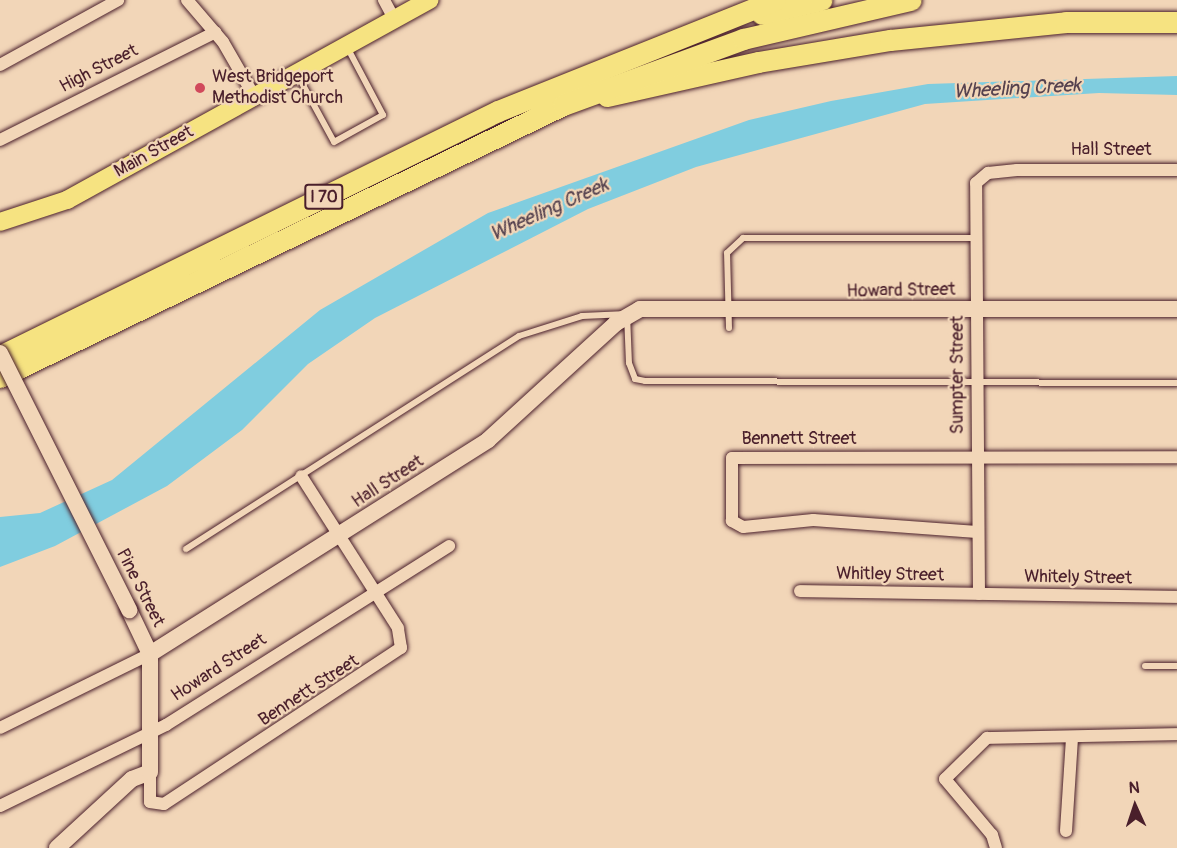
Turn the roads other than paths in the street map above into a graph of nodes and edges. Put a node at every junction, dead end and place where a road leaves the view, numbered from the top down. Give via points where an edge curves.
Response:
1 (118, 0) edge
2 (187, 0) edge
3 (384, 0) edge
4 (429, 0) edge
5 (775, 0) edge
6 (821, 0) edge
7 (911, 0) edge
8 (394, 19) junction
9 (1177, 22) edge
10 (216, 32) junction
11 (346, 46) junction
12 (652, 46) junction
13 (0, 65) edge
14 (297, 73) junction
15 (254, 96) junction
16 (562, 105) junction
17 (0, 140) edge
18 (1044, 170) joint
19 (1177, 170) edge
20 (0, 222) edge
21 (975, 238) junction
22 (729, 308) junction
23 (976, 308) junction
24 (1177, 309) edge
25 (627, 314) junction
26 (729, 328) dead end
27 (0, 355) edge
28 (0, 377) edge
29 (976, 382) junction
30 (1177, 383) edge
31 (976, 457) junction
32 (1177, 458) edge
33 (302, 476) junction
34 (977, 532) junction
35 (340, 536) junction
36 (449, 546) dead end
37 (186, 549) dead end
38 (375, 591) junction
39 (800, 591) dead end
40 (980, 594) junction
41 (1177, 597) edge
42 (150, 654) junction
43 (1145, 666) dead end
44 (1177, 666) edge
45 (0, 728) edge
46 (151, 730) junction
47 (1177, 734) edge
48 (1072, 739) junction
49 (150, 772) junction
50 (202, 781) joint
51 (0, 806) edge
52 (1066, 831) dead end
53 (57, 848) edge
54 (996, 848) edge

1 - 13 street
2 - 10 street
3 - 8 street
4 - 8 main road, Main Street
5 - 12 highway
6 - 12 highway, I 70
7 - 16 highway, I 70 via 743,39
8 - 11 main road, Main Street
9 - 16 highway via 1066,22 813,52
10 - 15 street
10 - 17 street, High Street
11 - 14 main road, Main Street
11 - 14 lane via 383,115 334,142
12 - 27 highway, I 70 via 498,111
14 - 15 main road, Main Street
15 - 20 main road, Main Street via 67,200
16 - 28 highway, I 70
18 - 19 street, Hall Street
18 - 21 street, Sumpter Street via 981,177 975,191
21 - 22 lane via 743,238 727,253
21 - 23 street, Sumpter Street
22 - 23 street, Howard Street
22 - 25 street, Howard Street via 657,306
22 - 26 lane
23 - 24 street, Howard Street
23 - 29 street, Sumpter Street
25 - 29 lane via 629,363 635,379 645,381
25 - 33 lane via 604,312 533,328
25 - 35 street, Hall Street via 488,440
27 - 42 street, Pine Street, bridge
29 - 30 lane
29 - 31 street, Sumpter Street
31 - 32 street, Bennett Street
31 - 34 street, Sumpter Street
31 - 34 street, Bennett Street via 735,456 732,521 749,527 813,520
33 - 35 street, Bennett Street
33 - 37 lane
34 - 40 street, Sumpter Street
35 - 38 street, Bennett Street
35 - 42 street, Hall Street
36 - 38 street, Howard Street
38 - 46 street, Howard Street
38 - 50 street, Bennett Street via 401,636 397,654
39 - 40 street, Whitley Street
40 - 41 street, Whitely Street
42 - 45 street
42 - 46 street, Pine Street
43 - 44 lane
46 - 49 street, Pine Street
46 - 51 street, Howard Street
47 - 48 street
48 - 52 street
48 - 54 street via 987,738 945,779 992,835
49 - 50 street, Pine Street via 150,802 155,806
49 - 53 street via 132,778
★ ★ ★
Return every entry above word for word, and include no images.

Turn the roads other than paths in the street map above into a graph of nodes and edges. Put a node at every junction, dead end and place where a road leaves the view, numbered from the top down. Give via points where an edge curves.
Response:
1 (118, 0) edge
2 (187, 0) edge
3 (384, 0) edge
4 (429, 0) edge
5 (775, 0) edge
6 (821, 0) edge
7 (911, 0) edge
8 (394, 19) junction
9 (1177, 22) edge
10 (216, 32) junction
11 (346, 46) junction
12 (652, 46) junction
13 (0, 65) edge
14 (297, 73) junction
15 (254, 96) junction
16 (562, 105) junction
17 (0, 140) edge
18 (1044, 170) joint
19 (1177, 170) edge
20 (0, 222) edge
21 (975, 238) junction
22 (729, 308) junction
23 (976, 308) junction
24 (1177, 309) edge
25 (627, 314) junction
26 (729, 328) dead end
27 (0, 355) edge
28 (0, 377) edge
29 (976, 382) junction
30 (1177, 383) edge
31 (976, 457) junction
32 (1177, 458) edge
33 (302, 476) junction
34 (977, 532) junction
35 (340, 536) junction
36 (449, 546) dead end
37 (186, 549) dead end
38 (375, 591) junction
39 (800, 591) dead end
40 (980, 594) junction
41 (1177, 597) edge
42 (150, 654) junction
43 (1145, 666) dead end
44 (1177, 666) edge
45 (0, 728) edge
46 (151, 730) junction
47 (1177, 734) edge
48 (1072, 739) junction
49 (150, 772) junction
50 (202, 781) joint
51 (0, 806) edge
52 (1066, 831) dead end
53 (57, 848) edge
54 (996, 848) edge

1 - 13 street
2 - 10 street
3 - 8 street
4 - 8 main road, Main Street
5 - 12 highway
6 - 12 highway, I 70
7 - 16 highway, I 70 via 743,39
8 - 11 main road, Main Street
9 - 16 highway via 1066,22 813,52
10 - 15 street
10 - 17 street, High Street
11 - 14 main road, Main Street
11 - 14 lane via 383,115 334,142
12 - 27 highway, I 70 via 498,111
14 - 15 main road, Main Street
15 - 20 main road, Main Street via 67,200
16 - 28 highway, I 70
18 - 19 street, Hall Street
18 - 21 street, Sumpter Street via 981,177 975,191
21 - 22 lane via 743,238 727,253
21 - 23 street, Sumpter Street
22 - 23 street, Howard Street
22 - 25 street, Howard Street via 657,306
22 - 26 lane
23 - 24 street, Howard Street
23 - 29 street, Sumpter Street
25 - 29 lane via 629,363 635,379 645,381
25 - 33 lane via 604,312 533,328
25 - 35 street, Hall Street via 488,440
27 - 42 street, Pine Street, bridge
29 - 30 lane
29 - 31 street, Sumpter Street
31 - 32 street, Bennett Street
31 - 34 street, Sumpter Street
31 - 34 street, Bennett Street via 735,456 732,521 749,527 813,520
33 - 35 street, Bennett Street
33 - 37 lane
34 - 40 street, Sumpter Street
35 - 38 street, Bennett Street
35 - 42 street, Hall Street
36 - 38 street, Howard Street
38 - 46 street, Howard Street
38 - 50 street, Bennett Street via 401,636 397,654
39 - 40 street, Whitley Street
40 - 41 street, Whitely Street
42 - 45 street
42 - 46 street, Pine Street
43 - 44 lane
46 - 49 street, Pine Street
46 - 51 street, Howard Street
47 - 48 street
48 - 52 street
48 - 54 street via 987,738 945,779 992,835
49 - 50 street, Pine Street via 150,802 155,806
49 - 53 street via 132,778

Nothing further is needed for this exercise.